▶ _DATA FOR THIS TASK_

# # # # # # #

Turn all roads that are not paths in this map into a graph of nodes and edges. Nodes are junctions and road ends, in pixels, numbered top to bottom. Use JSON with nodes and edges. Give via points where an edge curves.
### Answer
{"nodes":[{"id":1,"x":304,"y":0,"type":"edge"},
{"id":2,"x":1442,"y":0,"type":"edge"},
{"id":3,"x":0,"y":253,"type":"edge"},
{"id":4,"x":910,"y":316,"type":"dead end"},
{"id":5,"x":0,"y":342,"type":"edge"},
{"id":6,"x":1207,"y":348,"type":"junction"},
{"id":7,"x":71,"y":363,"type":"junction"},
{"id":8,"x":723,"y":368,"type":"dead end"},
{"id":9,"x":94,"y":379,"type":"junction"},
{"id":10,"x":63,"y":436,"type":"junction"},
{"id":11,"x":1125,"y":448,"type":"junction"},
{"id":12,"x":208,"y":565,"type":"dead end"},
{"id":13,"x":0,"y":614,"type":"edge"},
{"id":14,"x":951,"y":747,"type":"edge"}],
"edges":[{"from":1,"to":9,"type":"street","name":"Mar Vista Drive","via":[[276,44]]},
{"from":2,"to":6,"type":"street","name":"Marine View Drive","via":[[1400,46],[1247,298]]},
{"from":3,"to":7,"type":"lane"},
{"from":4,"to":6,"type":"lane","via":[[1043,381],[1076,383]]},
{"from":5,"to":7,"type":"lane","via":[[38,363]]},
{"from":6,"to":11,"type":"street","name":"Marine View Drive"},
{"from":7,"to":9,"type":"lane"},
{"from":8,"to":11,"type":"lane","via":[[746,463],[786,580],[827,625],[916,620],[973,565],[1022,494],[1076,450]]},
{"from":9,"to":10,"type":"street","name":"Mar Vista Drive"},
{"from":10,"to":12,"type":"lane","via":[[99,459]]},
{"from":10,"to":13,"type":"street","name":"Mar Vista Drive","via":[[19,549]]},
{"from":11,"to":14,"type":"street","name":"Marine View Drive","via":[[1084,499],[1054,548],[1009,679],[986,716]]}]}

# # # # # # #

Above are the entries; copy out every line among them that contains the word "View".

{"from":2,"to":6,"type":"street","name":"Marine View Drive","via":[[1400,46],[1247,298]]},
{"from":6,"to":11,"type":"street","name":"Marine View Drive"},
{"from":11,"to":14,"type":"street","name":"Marine View Drive","via":[[1084,499],[1054,548],[1009,679],[986,716]]}]}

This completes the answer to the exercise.